Chapters alternating between each woman’s story, the narrative goes back and forth in time to the shocking reveal. Although the time jumps didn’t jar me as a reader, they’ve made it a little more difficult as a reviewer to summarise the story without giving too much away. So you’ll have to take it on trust that Melanie Joosten’s second novel is a poignant tale of the complications of attachment to friends and family (although I thought the resolution a bit rushed). It’s a plus to come across another fictional female scientist undertaking inspiring research although I had doubts about summoning an emergency counsellor). Thanks to Scribe publications for my review copy.
The Gravity of Love by Noëlle Harrison
It’s March 1989 when the Arizona desert plays host to the Northern Lights. Amid the couples who’ve driven out of town to witness the phenomenon, two strangers connect. Back in Scottsdale they bump into each other again, the Englishman clearly recognisable by his accent, the woman who’s lived there all her life by her blue cowboy boots.

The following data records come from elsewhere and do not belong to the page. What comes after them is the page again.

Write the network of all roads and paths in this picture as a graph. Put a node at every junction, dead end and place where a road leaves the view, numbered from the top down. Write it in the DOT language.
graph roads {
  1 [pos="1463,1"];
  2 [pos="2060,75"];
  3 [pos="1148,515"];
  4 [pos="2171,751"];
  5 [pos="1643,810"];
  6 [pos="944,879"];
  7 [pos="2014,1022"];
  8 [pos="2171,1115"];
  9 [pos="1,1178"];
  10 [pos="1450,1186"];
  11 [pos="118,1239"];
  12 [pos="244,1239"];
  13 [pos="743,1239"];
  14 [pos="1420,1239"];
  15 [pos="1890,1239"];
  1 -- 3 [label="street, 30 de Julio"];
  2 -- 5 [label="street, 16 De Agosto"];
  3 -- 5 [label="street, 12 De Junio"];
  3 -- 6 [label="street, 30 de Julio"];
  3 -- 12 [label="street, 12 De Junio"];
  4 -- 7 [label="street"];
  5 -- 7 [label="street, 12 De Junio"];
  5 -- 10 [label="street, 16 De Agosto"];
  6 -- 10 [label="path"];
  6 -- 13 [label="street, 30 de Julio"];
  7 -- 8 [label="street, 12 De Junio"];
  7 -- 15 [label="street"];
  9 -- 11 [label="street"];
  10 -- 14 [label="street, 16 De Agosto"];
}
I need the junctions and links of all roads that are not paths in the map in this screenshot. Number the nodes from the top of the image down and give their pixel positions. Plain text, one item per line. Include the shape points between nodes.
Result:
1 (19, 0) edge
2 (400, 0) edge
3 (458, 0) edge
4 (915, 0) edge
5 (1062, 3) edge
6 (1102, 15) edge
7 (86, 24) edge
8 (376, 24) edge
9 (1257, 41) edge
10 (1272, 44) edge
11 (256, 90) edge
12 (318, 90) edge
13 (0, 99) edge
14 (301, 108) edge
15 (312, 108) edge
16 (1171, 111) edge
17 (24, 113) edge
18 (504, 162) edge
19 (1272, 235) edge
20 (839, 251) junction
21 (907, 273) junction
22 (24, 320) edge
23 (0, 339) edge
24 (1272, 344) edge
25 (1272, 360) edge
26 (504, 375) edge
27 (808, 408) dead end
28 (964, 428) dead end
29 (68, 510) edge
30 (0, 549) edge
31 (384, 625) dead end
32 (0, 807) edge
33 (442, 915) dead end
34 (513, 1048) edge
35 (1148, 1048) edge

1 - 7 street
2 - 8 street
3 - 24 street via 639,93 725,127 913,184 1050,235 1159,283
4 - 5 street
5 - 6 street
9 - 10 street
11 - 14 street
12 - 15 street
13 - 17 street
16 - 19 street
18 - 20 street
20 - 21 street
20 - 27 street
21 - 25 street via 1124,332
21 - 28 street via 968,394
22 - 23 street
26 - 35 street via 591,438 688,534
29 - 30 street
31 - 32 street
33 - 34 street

Joy and Lewis sense their mutual attraction, but are too loyal to their marriage vows to be more than friends. Yet their paths seem irrevocably intertwined: within a couple of weeks chance has them boarding the same flight to Dublin via New York. She’s looking for the Irish woman who gave her up for adoption as a two-year-old; he’s looking for the lover he abandoned in London twenty-two years before.
Without realising it, Joy and Lewis are also seeking the courage to escape their self-imposed constraints. Along with his youth in London, he has left behind his potential as a graphic designer while she has neglected her own ambition – to establish a business designing desert gardens – in order to be a good wife. Both are overshadowed by absent fathers: Joy still shocked from the death of hers a year before; Lewis growing up without one and feeling overly responsible for his wayward sister.
While some of the elements of mystery were predictable, a few took me pleasantly by surprise. Although I think most readers would recognise the roots of Lewis’s sister’s mental health issues long before he does, duplicitous Irish nuns were spared from shouldering the blame for Joy’s adoption. The plot’s reliance on coincidence didn’t bother me, and I enjoyed the reactions to the small rainy island of Ireland of a woman who’d never left Arizona.
But overall I felt there was a tighter, more subtle story trapped within the almost 400 pages of fairly lacklustre prose, and was surprised to find this was Noëlle Harrison’s sixth novel (not counting a trilogy published under a pen name). But a different type of reader, especially one who believes in destiny, might love it. Thanks to Black and White Publishing for my advance proof copy.
This week’s flash fiction challenge proved particularly challenging for this writer. What could I say about the charisma of cranes? What post-in-waiting could I pair it with? Thankfully, the net has stuff to say about cranes and gravity as well as the scarcity of the species in the UK. I batted the ideas across to my WIP character Henry, whom we last encountered on the cricket pitch, and this is the result: |
Henry watched from the attic window as the yellow crane dipped its neck towards the earth. Strange! Hadn’t they finished the foundations last week?
A bird crossed the sky above the building site; it seemed much larger than the usual pigeons and gulls. Quieter too. And beautifully balanced. A heron would fly with its neck tucked into its shoulders, but this was cruciform. Symmetrical. Could it be a crane?
Hadn’t those charismatic birds died out in this part of the world? If they were returning, perhaps his sister would too. The new houses, hitherto unwelcome, would summon her home.